Bharat Kunwar · Bharat Kunwar · commit cca818ae8950 · 2019-05-20T11:48:18.000+01:00
- Verbose description of how to operate drain/resume in README
- Set openhpc_retry_delay as a variable
diff --git a/README.md b/README.md
@@ -19,9 +19,9 @@ Role Variables
 
 `openhpc_packages`: additional OpenHPC packages to install
 
-`openhpc_enable`: 
+`openhpc_enable`:
 * `control`: whether to enable control host
-* `batch`: whether to enable compute nodes 
+* `batch`: whether to enable compute nodes
 * `runtime`: whether to enable OpenHPC runtime
 * `drain`: whether to drain a compute nodes
 * `resume`: whether to resume a compute nodes
@@ -38,6 +38,9 @@ And an Ansible inventory as this:
     openhpc-compute-0 ansible_host=10.60.253.31 ansible_user=centos
     openhpc-compute-1 ansible_host=10.60.253.32 ansible_user=centos
 
+    [cluster_login:children]
+    openhpc_login
+
     [cluster_control:children]
     openhpc_login
 
@@ -46,7 +49,7 @@ And an Ansible inventory as this:
 
 Example Playbooks
 ----------------
- 
+
 To deploy, create a playbook which looks like this:
 
     ---
@@ -80,24 +83,28 @@ To drain nodes, for example, before scaling down the cluster to 6 nodes:
     ---
     - hosts: openstack
       gather_facts: false
-      
+      vars:
+        partition: "{{ cluster_group.output_value | selectattr('group', 'equalto', item.name) | list }}"
+        openhpc_slurm_partitions:
+          - name: "compute"
+            flavor: "compute-A"
+            image: "CentOS7.5-OpenHPC"
+            num_nodes: 6
+            user: "centos"
+        openhpc_cluster_name: openhpc
       roles:
+        # Our stackhpc.cluster-infra role can be invoked in `query` mode which
+        # looks up the state of the cluster by querying the Heat API.
         - role: stackhpc.cluster-infra
           cluster_name: "{{ cluster_name }}"
           cluster_state: query
           cluster_params:
             cluster_groups: "{{ cluster_groups }}"
       tasks:
+        # Given that the original cluster that was created had 8 nodes and the
+        # cluster we want to create has 6 nodes, the computed desired_state
+        # variable stores the list of instances to leave untouched.
         - name: Count the number of compute nodes per slurm partition
-          vars:
-            partition: "{{ cluster_group.output_value | selectattr('group', 'equalto', item.name) | list }}"
-            openhpc_slurm_partitions:
-              - name: "compute"
-                flavor: "compute-A"
-                image: "CentOS7.5-OpenHPC"
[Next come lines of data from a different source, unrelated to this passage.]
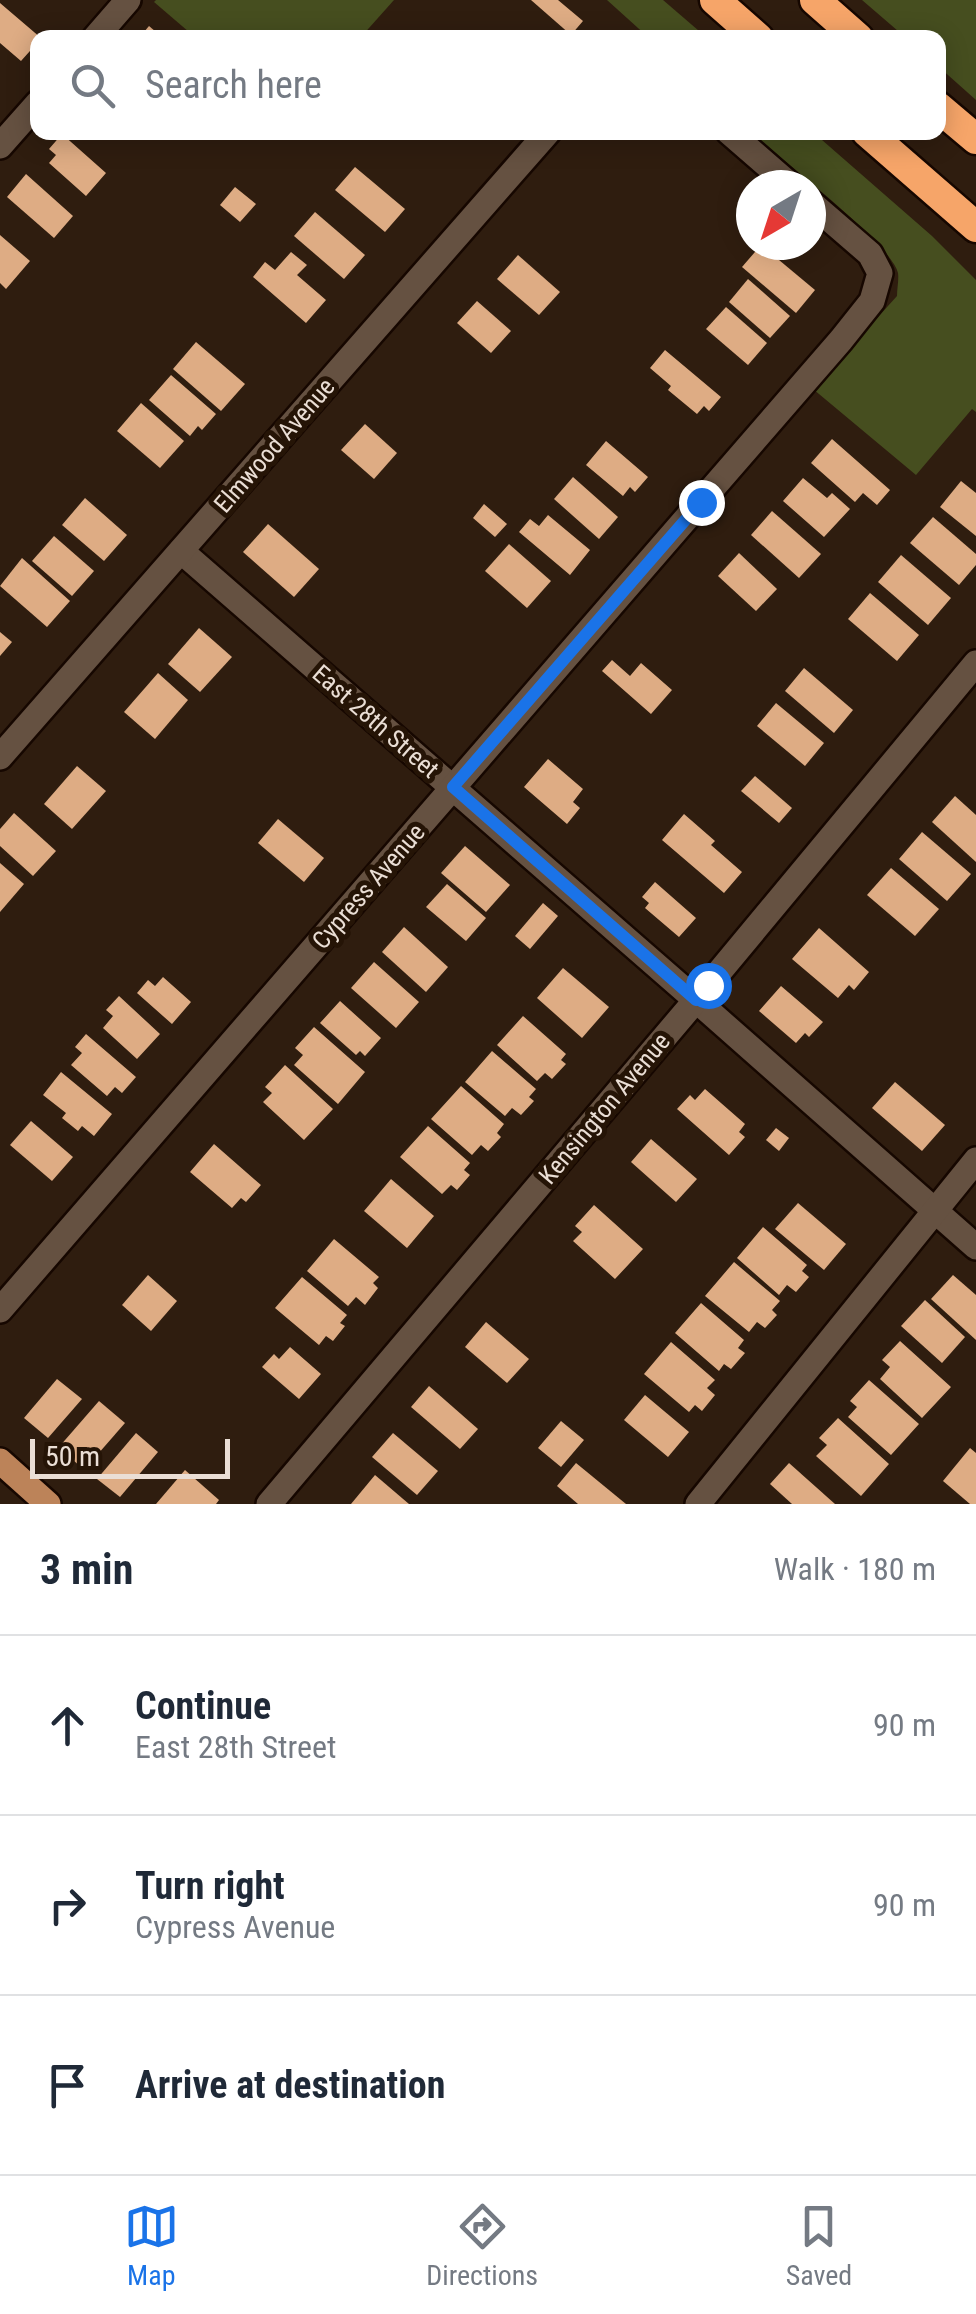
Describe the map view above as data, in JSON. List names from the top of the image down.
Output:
{
  "streets": {
    "street": [
      "Elmwood Avenue",
      "East 28th Street",
      "Cypress Avenue",
      "Kensington Avenue"
    ]
  },
  "crossings": [
    ["Elmwood Avenue", "East 28th Street"],
    ["East 28th Street", "Cypress Avenue"],
    ["East 28th Street", "Kensington Avenue"]
  ],
  "scale_bar": "50 m",
  "north": "bottom left",
  "page": {
    "search": "Search here",
    "scale": "50 m",
    "heading": ["3 min", "Walk · 180 m"],
    "list": [
      ["Continue", "East 28th Street", "90 m"],
      ["Turn right", "Cypress Avenue", "90 m"],
      "Arrive at destination"
    ],
    "nav": ["Map", "Directions", "Saved"]
  }
}
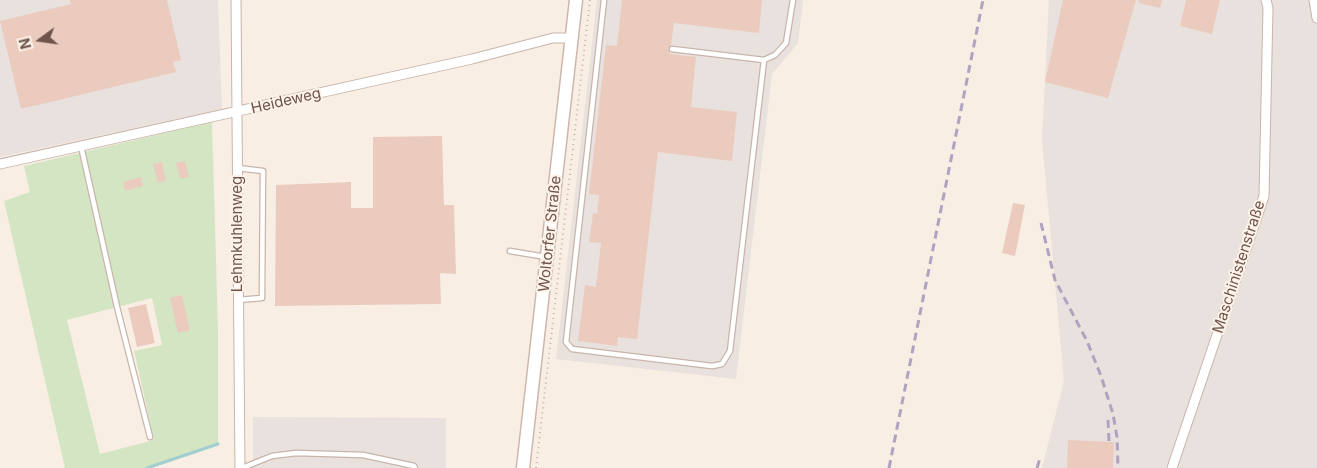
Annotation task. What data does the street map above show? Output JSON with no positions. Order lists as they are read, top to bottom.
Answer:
{
  "streets": {
    "main road": ["Woltorfer Straße"],
    "street": ["Heideweg", "Lehmkuhlenweg", "Maschinistenstraße"]
  },
  "crossings": [
    ["Heideweg", "Lehmkuhlenweg"],
    ["Heideweg", "Woltorfer Straße"]
  ],
  "north": "left"
}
-                num_nodes: 6
-                user: "centos"
-            openhpc_cluster_name: openhpc
           set_fact:
             desired_state: "{{ (( partition | first).nodes | map(attribute='name') | list )[:item.num_nodes] + desired_state | default([]) }}"
           when: partition | length > 0
@@ -106,9 +113,13 @@ To drain nodes, for example, before scaling down the cluster to 6 nodes:
 
     - hosts: cluster_batch
       become: yes
+      vars:
+        desired_state: "{{ hostvars['localhost']['desired_state'] | default([]) }}"
       roles:
+        # Now, the stackhpc.openhpc role is invoked in drain/resume modes where
+        # the instances in desired_state are resumed if in a drained state and
+        # drained if in a resumed state.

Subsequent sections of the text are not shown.